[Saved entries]
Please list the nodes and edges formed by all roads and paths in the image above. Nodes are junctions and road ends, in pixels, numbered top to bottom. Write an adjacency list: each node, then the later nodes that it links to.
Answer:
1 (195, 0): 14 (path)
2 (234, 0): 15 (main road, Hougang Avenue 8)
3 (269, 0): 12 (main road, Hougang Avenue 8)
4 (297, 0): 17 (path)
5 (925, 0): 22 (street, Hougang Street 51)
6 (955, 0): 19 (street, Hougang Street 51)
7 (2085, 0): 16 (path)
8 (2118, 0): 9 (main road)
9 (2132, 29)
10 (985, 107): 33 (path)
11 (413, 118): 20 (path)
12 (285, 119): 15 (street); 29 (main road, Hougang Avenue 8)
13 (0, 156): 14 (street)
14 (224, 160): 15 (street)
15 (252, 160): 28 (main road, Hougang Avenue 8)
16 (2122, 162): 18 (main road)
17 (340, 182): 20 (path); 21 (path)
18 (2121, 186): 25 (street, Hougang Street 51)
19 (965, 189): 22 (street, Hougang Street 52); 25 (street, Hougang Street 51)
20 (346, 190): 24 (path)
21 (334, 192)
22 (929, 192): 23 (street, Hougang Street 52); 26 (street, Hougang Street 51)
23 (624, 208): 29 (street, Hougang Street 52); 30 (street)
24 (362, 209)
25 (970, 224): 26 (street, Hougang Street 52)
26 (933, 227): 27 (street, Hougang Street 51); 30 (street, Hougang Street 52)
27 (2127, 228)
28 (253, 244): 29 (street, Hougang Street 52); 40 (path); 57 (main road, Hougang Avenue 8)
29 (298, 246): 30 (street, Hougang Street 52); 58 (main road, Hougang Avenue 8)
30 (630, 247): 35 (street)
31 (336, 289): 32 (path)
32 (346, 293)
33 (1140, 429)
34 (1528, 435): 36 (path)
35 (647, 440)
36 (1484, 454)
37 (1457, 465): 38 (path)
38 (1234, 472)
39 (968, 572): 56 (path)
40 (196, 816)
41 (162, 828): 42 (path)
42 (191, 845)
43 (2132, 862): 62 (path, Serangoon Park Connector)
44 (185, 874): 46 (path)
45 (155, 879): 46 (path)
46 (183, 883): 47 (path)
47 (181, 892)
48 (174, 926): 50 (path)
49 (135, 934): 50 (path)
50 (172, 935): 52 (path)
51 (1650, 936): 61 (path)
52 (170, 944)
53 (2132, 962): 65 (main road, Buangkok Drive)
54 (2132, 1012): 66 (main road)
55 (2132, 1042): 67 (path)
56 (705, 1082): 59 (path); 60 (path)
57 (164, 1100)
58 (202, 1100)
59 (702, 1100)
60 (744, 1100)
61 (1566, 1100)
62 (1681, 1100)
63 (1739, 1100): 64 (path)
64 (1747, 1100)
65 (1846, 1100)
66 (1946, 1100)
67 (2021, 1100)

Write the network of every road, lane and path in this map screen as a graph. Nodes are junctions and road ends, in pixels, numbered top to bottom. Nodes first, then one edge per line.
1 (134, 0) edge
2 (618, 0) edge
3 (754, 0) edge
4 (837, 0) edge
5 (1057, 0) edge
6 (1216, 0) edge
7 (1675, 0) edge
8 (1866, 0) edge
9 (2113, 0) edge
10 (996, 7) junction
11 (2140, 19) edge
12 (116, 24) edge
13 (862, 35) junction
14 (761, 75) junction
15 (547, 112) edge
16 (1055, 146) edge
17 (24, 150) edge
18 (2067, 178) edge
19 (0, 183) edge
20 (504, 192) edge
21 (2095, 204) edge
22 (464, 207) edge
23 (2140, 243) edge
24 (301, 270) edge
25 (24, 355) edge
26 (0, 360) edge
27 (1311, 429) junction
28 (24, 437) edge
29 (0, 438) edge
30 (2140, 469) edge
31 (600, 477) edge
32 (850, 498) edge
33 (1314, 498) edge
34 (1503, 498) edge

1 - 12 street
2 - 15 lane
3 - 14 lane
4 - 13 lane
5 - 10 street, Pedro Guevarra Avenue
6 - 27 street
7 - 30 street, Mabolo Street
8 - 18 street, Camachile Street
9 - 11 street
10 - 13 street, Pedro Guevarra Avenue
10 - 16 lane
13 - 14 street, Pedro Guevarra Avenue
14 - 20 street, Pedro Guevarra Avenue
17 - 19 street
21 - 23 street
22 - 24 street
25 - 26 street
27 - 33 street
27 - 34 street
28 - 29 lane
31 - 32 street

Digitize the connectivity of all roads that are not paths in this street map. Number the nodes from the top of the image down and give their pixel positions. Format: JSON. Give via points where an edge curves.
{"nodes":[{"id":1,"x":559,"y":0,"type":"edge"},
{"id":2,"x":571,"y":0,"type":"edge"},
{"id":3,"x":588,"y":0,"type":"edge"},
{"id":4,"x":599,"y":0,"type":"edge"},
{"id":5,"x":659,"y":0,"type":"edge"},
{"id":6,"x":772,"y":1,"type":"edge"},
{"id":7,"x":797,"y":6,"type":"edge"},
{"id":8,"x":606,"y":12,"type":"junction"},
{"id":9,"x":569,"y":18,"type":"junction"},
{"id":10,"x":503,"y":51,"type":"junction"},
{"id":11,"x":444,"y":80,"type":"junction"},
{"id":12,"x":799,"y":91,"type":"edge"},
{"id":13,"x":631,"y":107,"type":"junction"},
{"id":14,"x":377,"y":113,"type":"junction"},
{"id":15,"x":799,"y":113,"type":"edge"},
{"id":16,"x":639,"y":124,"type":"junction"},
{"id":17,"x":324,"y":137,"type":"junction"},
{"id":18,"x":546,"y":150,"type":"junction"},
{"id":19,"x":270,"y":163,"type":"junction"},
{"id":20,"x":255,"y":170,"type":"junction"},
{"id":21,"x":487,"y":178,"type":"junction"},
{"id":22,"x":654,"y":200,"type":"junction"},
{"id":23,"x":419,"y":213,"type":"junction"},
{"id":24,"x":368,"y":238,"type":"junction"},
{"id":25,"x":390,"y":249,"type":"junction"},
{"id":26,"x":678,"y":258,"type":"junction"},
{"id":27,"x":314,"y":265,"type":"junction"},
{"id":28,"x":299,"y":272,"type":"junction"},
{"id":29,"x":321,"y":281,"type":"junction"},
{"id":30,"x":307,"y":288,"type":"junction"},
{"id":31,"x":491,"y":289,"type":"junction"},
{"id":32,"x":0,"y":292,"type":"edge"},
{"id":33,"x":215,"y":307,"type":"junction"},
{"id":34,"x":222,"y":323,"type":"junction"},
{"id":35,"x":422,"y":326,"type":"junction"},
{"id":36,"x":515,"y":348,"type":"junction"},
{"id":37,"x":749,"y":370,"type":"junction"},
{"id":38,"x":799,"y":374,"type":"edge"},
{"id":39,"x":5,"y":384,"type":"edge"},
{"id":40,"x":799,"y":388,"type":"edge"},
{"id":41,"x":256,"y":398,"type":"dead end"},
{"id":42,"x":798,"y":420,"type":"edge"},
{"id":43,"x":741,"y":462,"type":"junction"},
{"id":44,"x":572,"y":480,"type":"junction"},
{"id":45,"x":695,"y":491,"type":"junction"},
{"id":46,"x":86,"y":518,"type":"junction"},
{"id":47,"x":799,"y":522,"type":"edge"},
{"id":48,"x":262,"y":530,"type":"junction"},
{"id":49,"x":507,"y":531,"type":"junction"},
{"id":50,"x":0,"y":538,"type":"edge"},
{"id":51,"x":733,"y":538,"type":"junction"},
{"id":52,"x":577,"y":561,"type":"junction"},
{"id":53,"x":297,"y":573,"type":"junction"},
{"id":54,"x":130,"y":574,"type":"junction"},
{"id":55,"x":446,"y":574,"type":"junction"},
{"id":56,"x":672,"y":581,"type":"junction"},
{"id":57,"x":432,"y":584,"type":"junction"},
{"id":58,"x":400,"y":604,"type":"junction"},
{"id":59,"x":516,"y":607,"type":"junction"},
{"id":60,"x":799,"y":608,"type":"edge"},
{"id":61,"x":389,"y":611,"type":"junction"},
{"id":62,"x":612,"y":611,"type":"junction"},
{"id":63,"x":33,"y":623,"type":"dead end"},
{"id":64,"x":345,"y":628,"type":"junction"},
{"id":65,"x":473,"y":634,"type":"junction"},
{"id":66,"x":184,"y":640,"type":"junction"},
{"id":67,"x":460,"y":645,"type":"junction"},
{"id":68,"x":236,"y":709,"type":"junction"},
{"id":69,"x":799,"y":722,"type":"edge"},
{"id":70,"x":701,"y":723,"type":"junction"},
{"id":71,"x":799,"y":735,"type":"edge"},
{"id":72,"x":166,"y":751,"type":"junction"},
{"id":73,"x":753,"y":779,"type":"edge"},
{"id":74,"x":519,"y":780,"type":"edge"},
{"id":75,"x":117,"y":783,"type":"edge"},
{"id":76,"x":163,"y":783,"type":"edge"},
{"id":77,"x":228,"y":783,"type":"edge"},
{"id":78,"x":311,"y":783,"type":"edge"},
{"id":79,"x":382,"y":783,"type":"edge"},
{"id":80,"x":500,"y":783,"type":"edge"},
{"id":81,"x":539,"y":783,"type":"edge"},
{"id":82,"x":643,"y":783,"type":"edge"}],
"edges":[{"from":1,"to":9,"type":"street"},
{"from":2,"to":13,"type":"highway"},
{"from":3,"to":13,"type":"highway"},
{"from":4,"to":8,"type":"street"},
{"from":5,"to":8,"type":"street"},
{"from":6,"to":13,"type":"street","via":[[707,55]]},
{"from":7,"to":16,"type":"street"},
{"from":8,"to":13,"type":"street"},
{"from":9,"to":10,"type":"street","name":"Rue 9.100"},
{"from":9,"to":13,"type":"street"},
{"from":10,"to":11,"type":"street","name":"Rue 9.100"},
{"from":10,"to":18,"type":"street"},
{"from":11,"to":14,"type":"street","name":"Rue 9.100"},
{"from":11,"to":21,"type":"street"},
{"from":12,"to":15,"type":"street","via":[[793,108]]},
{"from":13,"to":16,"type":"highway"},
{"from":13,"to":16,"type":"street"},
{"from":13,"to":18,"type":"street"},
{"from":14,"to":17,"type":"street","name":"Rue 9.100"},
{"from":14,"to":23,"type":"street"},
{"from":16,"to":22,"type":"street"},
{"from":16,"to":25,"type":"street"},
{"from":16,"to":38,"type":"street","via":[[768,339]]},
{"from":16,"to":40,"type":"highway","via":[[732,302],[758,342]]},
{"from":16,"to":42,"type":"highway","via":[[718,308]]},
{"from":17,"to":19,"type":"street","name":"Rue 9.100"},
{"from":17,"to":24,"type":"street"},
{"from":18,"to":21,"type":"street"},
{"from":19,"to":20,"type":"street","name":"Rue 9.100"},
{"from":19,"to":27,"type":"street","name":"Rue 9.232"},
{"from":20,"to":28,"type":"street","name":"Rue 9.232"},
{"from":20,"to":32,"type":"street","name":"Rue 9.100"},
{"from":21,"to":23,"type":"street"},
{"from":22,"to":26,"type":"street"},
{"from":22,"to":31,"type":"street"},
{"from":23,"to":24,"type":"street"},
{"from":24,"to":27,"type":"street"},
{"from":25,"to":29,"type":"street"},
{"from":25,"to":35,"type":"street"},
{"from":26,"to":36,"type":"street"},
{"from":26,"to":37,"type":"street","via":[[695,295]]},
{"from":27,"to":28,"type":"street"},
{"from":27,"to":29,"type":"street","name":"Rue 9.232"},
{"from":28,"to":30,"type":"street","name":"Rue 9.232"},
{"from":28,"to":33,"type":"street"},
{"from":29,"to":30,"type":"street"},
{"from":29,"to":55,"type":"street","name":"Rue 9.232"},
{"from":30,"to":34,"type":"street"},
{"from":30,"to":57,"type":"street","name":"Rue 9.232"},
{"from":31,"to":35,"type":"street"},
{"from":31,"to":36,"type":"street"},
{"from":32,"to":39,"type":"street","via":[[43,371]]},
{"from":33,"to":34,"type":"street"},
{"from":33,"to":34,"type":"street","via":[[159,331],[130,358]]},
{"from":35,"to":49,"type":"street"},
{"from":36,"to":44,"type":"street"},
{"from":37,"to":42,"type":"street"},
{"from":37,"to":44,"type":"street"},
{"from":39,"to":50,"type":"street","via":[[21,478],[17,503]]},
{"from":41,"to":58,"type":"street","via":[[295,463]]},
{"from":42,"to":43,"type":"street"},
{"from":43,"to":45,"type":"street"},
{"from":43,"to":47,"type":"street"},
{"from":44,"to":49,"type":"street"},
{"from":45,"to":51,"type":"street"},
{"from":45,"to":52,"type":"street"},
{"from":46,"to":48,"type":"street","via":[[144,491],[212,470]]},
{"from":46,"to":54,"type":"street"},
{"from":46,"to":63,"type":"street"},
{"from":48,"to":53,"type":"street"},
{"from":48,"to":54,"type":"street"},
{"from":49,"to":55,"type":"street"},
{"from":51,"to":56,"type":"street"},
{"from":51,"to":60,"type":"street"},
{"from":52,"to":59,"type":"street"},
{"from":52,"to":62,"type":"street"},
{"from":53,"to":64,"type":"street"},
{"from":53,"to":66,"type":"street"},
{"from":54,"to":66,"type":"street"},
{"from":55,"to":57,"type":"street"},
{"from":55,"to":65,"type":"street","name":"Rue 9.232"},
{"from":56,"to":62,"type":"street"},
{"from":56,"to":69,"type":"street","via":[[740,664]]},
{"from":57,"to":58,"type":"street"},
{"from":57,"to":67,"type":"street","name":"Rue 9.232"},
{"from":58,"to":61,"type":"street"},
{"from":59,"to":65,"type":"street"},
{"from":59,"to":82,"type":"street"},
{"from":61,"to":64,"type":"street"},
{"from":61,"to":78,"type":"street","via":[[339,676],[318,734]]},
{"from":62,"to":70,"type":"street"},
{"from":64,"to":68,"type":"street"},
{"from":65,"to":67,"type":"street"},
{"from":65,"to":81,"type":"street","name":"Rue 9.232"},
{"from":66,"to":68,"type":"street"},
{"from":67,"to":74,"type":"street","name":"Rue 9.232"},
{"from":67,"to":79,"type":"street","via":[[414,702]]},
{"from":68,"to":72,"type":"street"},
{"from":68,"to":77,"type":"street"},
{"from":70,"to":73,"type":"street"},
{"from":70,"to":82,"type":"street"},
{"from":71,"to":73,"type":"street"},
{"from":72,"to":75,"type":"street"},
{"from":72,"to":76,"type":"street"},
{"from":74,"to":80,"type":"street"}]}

Problem requirements: Search the entries above for lines containing the word "image", and copy each one.

Solution for this task:
Please list the nodes and edges formed by all roads and paths in the image above. Nodes are junctions and road ends, in pixels, numbered top to bottom. Write an adjacency list: each node, then the later nodes that it links to.
Digitize the connectivity of all roads that are not paths in this street map. Number the nodes from the top of the image down and give their pixel positions. Format: JSON. Give via points where an edge curves.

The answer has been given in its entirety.